Paediatric Research in Emergency Departments International Collaborative (PREDICT),
Citation: Journal of Paediatrics and Child Health, 2020; 56(4):615-621
Publisher: Wiley
Issue Date: 2020
ISSN: 1440-1754
1440-1754
Statement of
Responsibility: 
Franz E Babl, Helena Pfeiffer, Patrick Kelly, Stuart R Dalziel, Ed Oakley, Meredith L Borland, Amit Kochar, Sarah Dalton, John A Cheek, Yuri Gilhotra, Jeremy Furyk, Mark D Lyttle, Silvia Bressan, Susan Donath, Stephen JC Hearps, Anne Smith, Louise Crowe, on behalf of the Paediatric Research in Emergency Departments International Collaborative, PREDICT
Abstract: AIM: Abusive head trauma (AHT) is associated with high morbidity and mortality.

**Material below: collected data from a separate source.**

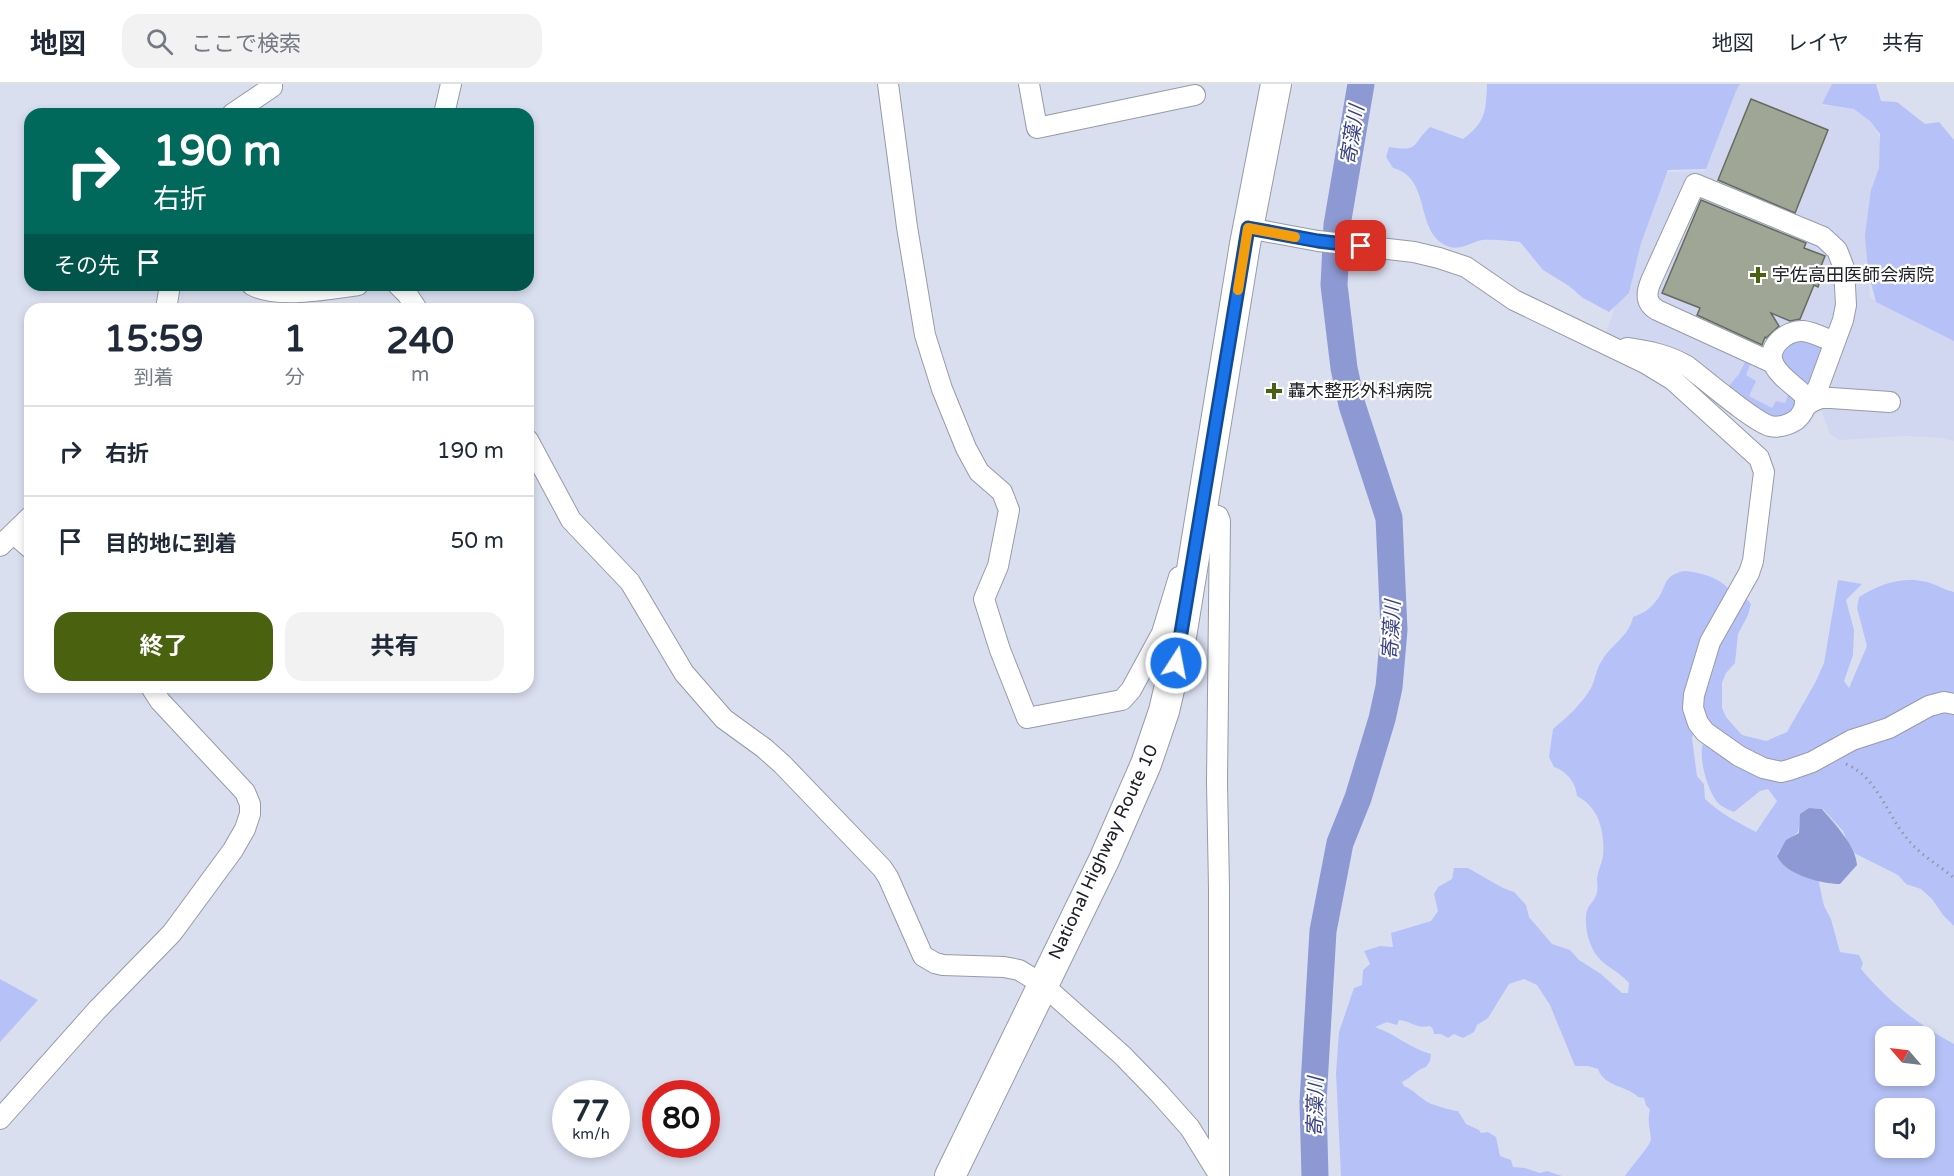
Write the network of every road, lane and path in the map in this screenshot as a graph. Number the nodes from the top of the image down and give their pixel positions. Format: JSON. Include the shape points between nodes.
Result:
{"nodes":[{"id":1,"x":272,"y":84,"type":"edge"},
{"id":2,"x":451,"y":84,"type":"edge"},
{"id":3,"x":888,"y":84,"type":"edge"},
{"id":4,"x":1029,"y":84,"type":"edge"},
{"id":5,"x":1276,"y":84,"type":"edge"},
{"id":6,"x":1195,"y":95,"type":"dead end"},
{"id":7,"x":241,"y":108,"type":"edge"},
{"id":8,"x":445,"y":108,"type":"edge"},
{"id":9,"x":1248,"y":228,"type":"junction"},
{"id":10,"x":404,"y":291,"type":"edge"},
{"id":11,"x":413,"y":303,"type":"edge"},
{"id":12,"x":1834,"y":342,"type":"junction"},
{"id":13,"x":1610,"y":347,"type":"junction"},
{"id":14,"x":1773,"y":363,"type":"junction"},
{"id":15,"x":1890,"y":402,"type":"dead end"},
{"id":16,"x":1808,"y":404,"type":"junction"},
{"id":17,"x":534,"y":451,"type":"edge"},
{"id":18,"x":1202,"y":512,"type":"junction"},
{"id":19,"x":24,"y":523,"type":"edge"},
{"id":20,"x":7,"y":540,"type":"edge"},
{"id":21,"x":24,"y":546,"type":"edge"},
{"id":22,"x":155,"y":693,"type":"edge"},
{"id":23,"x":1954,"y":704,"type":"edge"},
{"id":24,"x":1812,"y":762,"type":"junction"},
{"id":25,"x":1954,"y":878,"type":"edge"},
{"id":26,"x":1042,"y":984,"type":"junction"},
{"id":27,"x":0,"y":1119,"type":"edge"},
{"id":28,"x":950,"y":1176,"type":"edge"},
{"id":29,"x":1219,"y":1176,"type":"edge"}],
"edges":[{"from":1,"to":7,"type":"street"},
{"from":2,"to":8,"type":"street"},
{"from":3,"to":18,"type":"street","via":[[925,335],[966,448],[979,472],[1002,492],[1008,510],[998,566],[984,599],[1027,718],[1122,700],[1131,690],[1162,633]]},
{"from":4,"to":6,"type":"street","via":[[1037,128]]},
{"from":5,"to":9,"type":"highway","name":"National Highway Route 10"},
{"from":9,"to":13,"type":"street","via":[[1427,255],[1466,267],[1504,295]]},
{"from":9,"to":18,"type":"highway","name":"National Highway Route 10"},
{"from":10,"to":11,"type":"street"},
{"from":12,"to":14,"type":"street","via":[[1805,331],[1794,332],[1777,343]]},
{"from":12,"to":14,"type":"street","via":[[1846,297],[1844,268],[1832,243],[1695,184],[1651,282],[1649,302]]},
{"from":12,"to":16,"type":"street"},
{"from":13,"to":16,"type":"street","via":[[1644,350],[1674,359],[1771,427],[1788,425],[1800,417]]},
{"from":13,"to":24,"type":"street","via":[[1673,380],[1754,452],[1763,465],[1754,561],[1710,642],[1693,708],[1705,732],[1752,763],[1781,772]]},
{"from":14,"to":16,"type":"street"},
{"from":15,"to":16,"type":"street","via":[[1831,398]]},
{"from":17,"to":26,"type":"street","via":[[571,520],[630,582],[684,673],[708,702],[782,764],[882,868],[923,956],[943,965],[1019,970]]},
{"from":18,"to":26,"type":"highway","name":"National Highway Route 10","via":[[1178,653],[1155,738],[1113,840]]},
{"from":18,"to":29,"type":"street","via":[[1218,516],[1220,521]]},
{"from":19,"to":20,"type":"street"},
{"from":20,"to":21,"type":"street"},
{"from":22,"to":27,"type":"street","via":[[245,792],[250,814],[245,829],[172,933]]},
{"from":23,"to":24,"type":"street","via":[[1929,706]]},
{"from":24,"to":25,"type":"path","via":[[1838,760],[1857,769],[1871,783],[1910,842]]},
{"from":26,"to":28,"type":"highway","name":"National Highway Route 10"},
{"from":26,"to":29,"type":"street","via":[[1158,1092],[1190,1128]]}]}
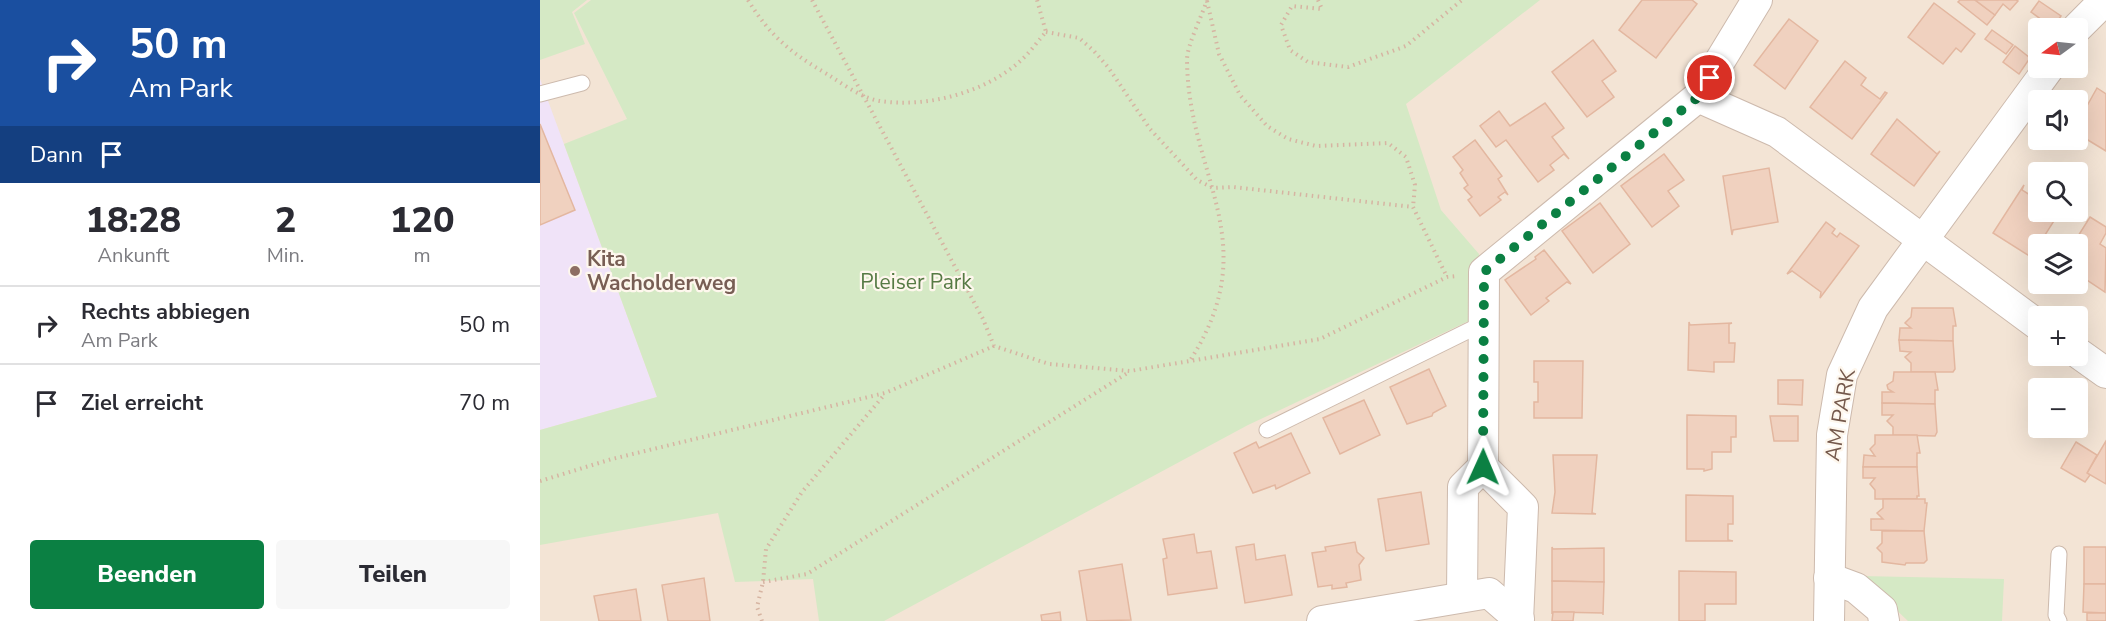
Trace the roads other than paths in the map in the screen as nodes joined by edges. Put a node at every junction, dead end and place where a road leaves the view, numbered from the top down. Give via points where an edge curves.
1 (1757, 0) edge
2 (2105, 0) edge
3 (2087, 18) edge
4 (2042, 78) edge
5 (582, 83) dead end
6 (540, 94) edge
7 (1698, 97) junction
8 (1925, 239) junction
9 (2028, 317) edge
10 (1486, 322) junction
11 (2088, 360) edge
12 (2106, 373) edge
13 (1267, 430) dead end
14 (1483, 467) junction
15 (2059, 554) dead end
16 (1828, 578) junction
17 (1462, 597) junction
18 (1519, 620) edge
19 (1322, 621) edge
20 (1829, 621) edge
21 (1884, 621) edge
22 (2059, 621) edge

1 - 7 street
2 - 3 street
4 - 8 street, AM PARK
5 - 6 lane
7 - 8 street via 1777,132
7 - 10 street via 1484,272
8 - 9 street
8 - 16 street, AM PARK via 1873,308 1842,375 1832,435
10 - 13 lane
10 - 14 street
11 - 12 street
14 - 17 street via 1463,488
14 - 18 street via 1523,507
15 - 22 lane
16 - 20 street, AM PARK
16 - 21 street via 1856,588 1882,610
17 - 18 street via 1489,593
17 - 19 street

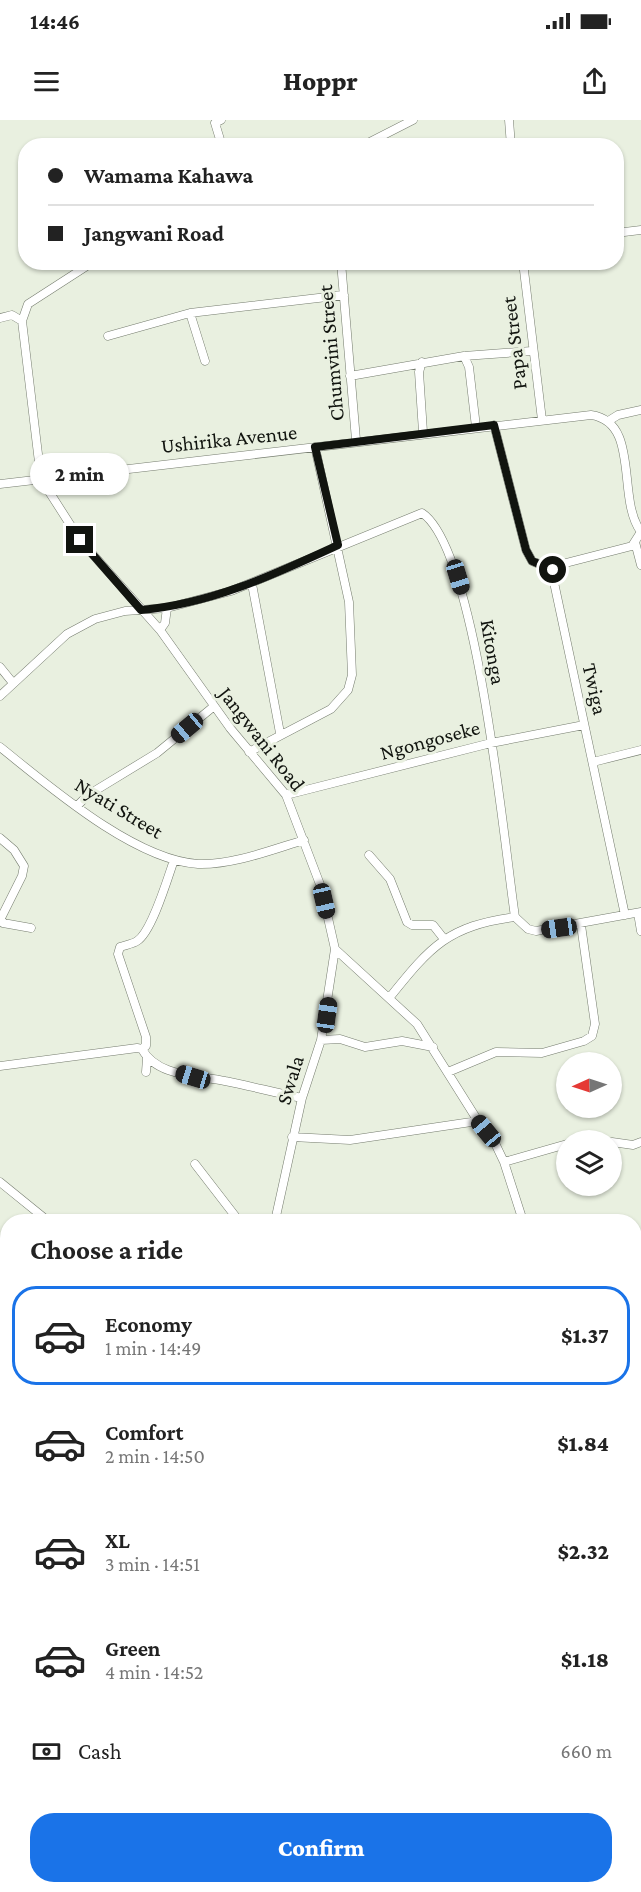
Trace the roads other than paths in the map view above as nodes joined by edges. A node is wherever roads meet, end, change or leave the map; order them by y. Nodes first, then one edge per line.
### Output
1 (221, 120) edge
2 (412, 120) edge
3 (509, 120) edge
4 (220, 138) edge
5 (377, 138) edge
6 (510, 138) edge
7 (641, 230) edge
8 (624, 232) edge
9 (81, 270) edge
10 (342, 270) edge
11 (524, 270) edge
12 (344, 295) junction
13 (190, 313) junction
14 (0, 318) edge
15 (22, 321) junction
16 (108, 336) dead end
17 (532, 351) junction
18 (464, 356) junction
19 (205, 361) dead end
20 (422, 362) junction
21 (350, 376) junction
22 (641, 410) edge
23 (542, 420) junction
24 (610, 420) junction
25 (494, 425) junction
26 (476, 427) junction
27 (423, 432) junction
28 (356, 440) junction
29 (315, 447) junction
30 (41, 479) junction
31 (0, 484) edge
32 (641, 532) edge
33 (635, 542) junction
34 (338, 545) junction
35 (641, 565) edge
36 (553, 570) junction
37 (252, 584) junction
38 (167, 608) junction
39 (141, 610) junction
40 (160, 630) junction
41 (0, 667) edge
42 (13, 683) junction
43 (0, 696) edge
44 (213, 707) junction
45 (584, 725) junction
46 (280, 734) junction
47 (491, 742) junction
48 (0, 747) edge
49 (641, 750) edge
50 (249, 752) junction
51 (593, 762) junction
52 (286, 795) junction
53 (77, 806) junction
54 (0, 838) edge
55 (304, 840) junction
56 (369, 855) dead end
57 (174, 860) junction
58 (639, 912) edge
59 (625, 915) junction
60 (515, 917) junction
61 (581, 925) junction
62 (31, 928) dead end
63 (641, 931) edge
64 (444, 939) junction
65 (335, 950) junction
66 (390, 997) junction
67 (321, 1040) junction
68 (433, 1047) junction
69 (142, 1050) junction
70 (147, 1059) junction
71 (0, 1066) edge
72 (146, 1072) dead end
73 (448, 1072) junction
74 (302, 1098) junction
75 (478, 1120) junction
76 (292, 1137) junction
77 (641, 1142) edge
78 (622, 1143) edge
79 (556, 1147) edge
80 (504, 1162) junction
81 (195, 1164) dead end
82 (0, 1182) edge
83 (39, 1214) edge
84 (234, 1214) edge
85 (276, 1214) edge
86 (521, 1214) edge

1 - 4 street
2 - 5 street
3 - 6 street
7 - 8 street
9 - 15 street
10 - 12 street, Chumvini Street
11 - 17 street, Papa Street
12 - 13 street
12 - 21 street, Chumvini Street
13 - 16 street
13 - 19 street
14 - 15 street
15 - 30 street
17 - 18 street
17 - 23 street, Papa Street
18 - 20 street
18 - 26 street
20 - 21 street
20 - 27 street
21 - 28 street, Chumvini Street
22 - 24 street
23 - 24 street, Ushirika Avenue
23 - 25 street, Ushirika Avenue
24 - 32 street
25 - 26 street, Ushirika Avenue
25 - 36 street
26 - 27 street, Ushirika Avenue
27 - 28 street, Ushirika Avenue
28 - 29 street, Ushirika Avenue
29 - 30 street, Ushirika Avenue
29 - 34 street
30 - 31 street, Ushirika Avenue
30 - 39 street, Jangwani Road
32 - 33 street
33 - 35 street
33 - 36 street
34 - 37 street, Kitonga
34 - 46 street
34 - 47 street, Kitonga
36 - 45 street, Twiga
37 - 38 street, Kitonga
37 - 46 street
38 - 39 street, Kitonga
38 - 40 street
39 - 40 street, Jangwani Road
39 - 42 street, Kitonga
40 - 44 street, Jangwani Road
41 - 42 street
42 - 43 street, Kitonga
44 - 50 street, Jangwani Road
44 - 53 street
45 - 47 street, Ngongoseke
45 - 51 street, Twiga
46 - 50 street
47 - 52 street, Ngongoseke
47 - 60 street, Kitonga
48 - 53 street, Nyati Street
49 - 51 street
50 - 52 street, Jangwani Road
51 - 59 street, Twiga
52 - 55 street, Jangwani Road
53 - 57 street, Nyati Street
54 - 62 street
55 - 57 street, Nyati Street
55 - 65 street, Jangwani Road
56 - 64 street
57 - 69 street
58 - 59 street
58 - 63 street
59 - 61 street
60 - 61 street
60 - 64 street
61 - 73 street
64 - 66 street
65 - 66 street
65 - 67 street, Swala
66 - 68 street
67 - 68 street
67 - 74 street, Swala
68 - 73 street
69 - 70 street
69 - 71 street
70 - 72 street
70 - 74 street
73 - 75 street
74 - 76 street, Swala
75 - 76 street
75 - 80 street
76 - 85 street, Swala
77 - 78 street
79 - 80 street
80 - 86 street
81 - 84 street
82 - 83 street

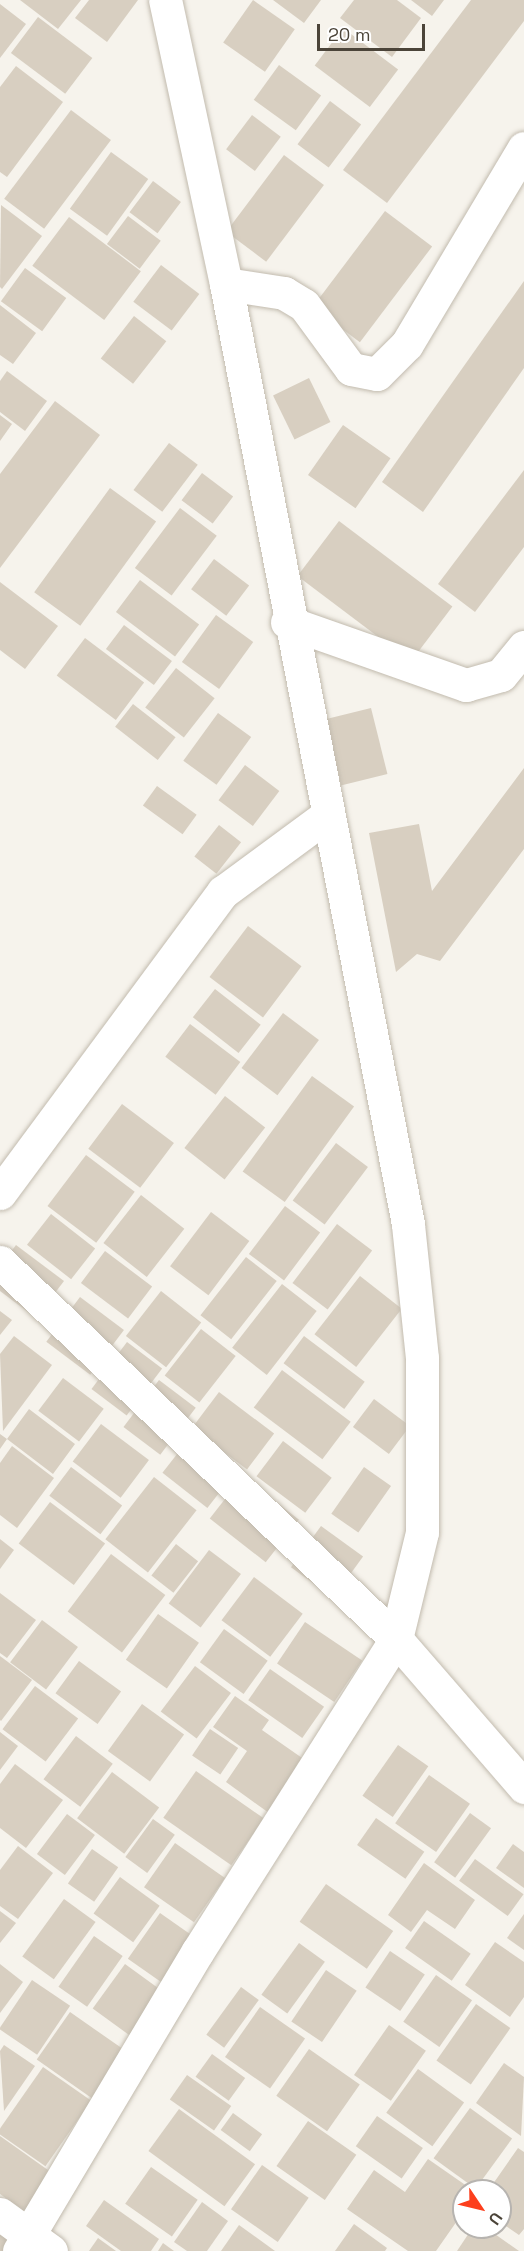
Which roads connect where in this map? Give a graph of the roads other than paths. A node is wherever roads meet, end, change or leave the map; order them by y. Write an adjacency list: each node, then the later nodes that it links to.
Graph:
1 (165, 0): 3 (street)
2 (524, 148): 3 (street)
3 (226, 284): 4 (street)
4 (287, 622): 5 (street); 6 (street)
5 (524, 647)
6 (326, 816): 7 (street); 9 (street)
7 (0, 1193)
8 (0, 1262): 9 (street)
9 (396, 1639): 10 (street); 12 (street)
10 (524, 1787)
11 (0, 2214): 12 (street)
12 (33, 2246)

We aimed to describe characteristics of cases where clinicians suspected AHT and confirmed AHT cases and describe how they differed. METHODS: This was a planned secondary analysis of a prospective multicentre cohort study of head injured children aged <18 years across five centres in Australia and New Zealand. We identified cases of suspected AHT when emergency department clinicians raised suspicion on a clinical report form or based on research assistant‐assigned epidemiology codes. Cases were categorised as AHT positive, negative and indeterminate after multidisciplinary review. Suspected and confirmed AHT and non‐AHT cases were compared using odds ratios with 95% confidence intervals. RESULTS: AHT was suspected in 70 of 13 371 (0.5%) head‐injured children. Of these, 23 (32.9%) were categorised AHT positive, 18 (25.7%) AHT indeterminate and 29 (27.1%) AHT negative. Median age was 0.8 years in suspected, 1.4 years in confirmed AHT and 4.1 years in non‐AHT cases. Odds ratios (95% confidence interval) for presenting features and outcomes in confirmed AHT versus non‐AHT were: loss of consciousness 2.8 (1.2–6.9), scalp haematoma 3.9 (1.7–9.0), seizures 12.0 (4.0–35.5), Glasgow coma scale ≤12 30.3 (11.8–78.0), abnormal neuroimaging 38.3 (16.8–87.5), intensive care admission 53.4 (21.6–132.5) and mortality 105.5 (22.2–500.4). CONCLUSIONS: Emergency department presentations of children with suspected and confirmed AHT had higher rates of loss of consciousness, scalp haematomas, seizures and low Glasgow coma scale. These cases were at increased risk of abnormal computed tomography scans, need for intensive care and death.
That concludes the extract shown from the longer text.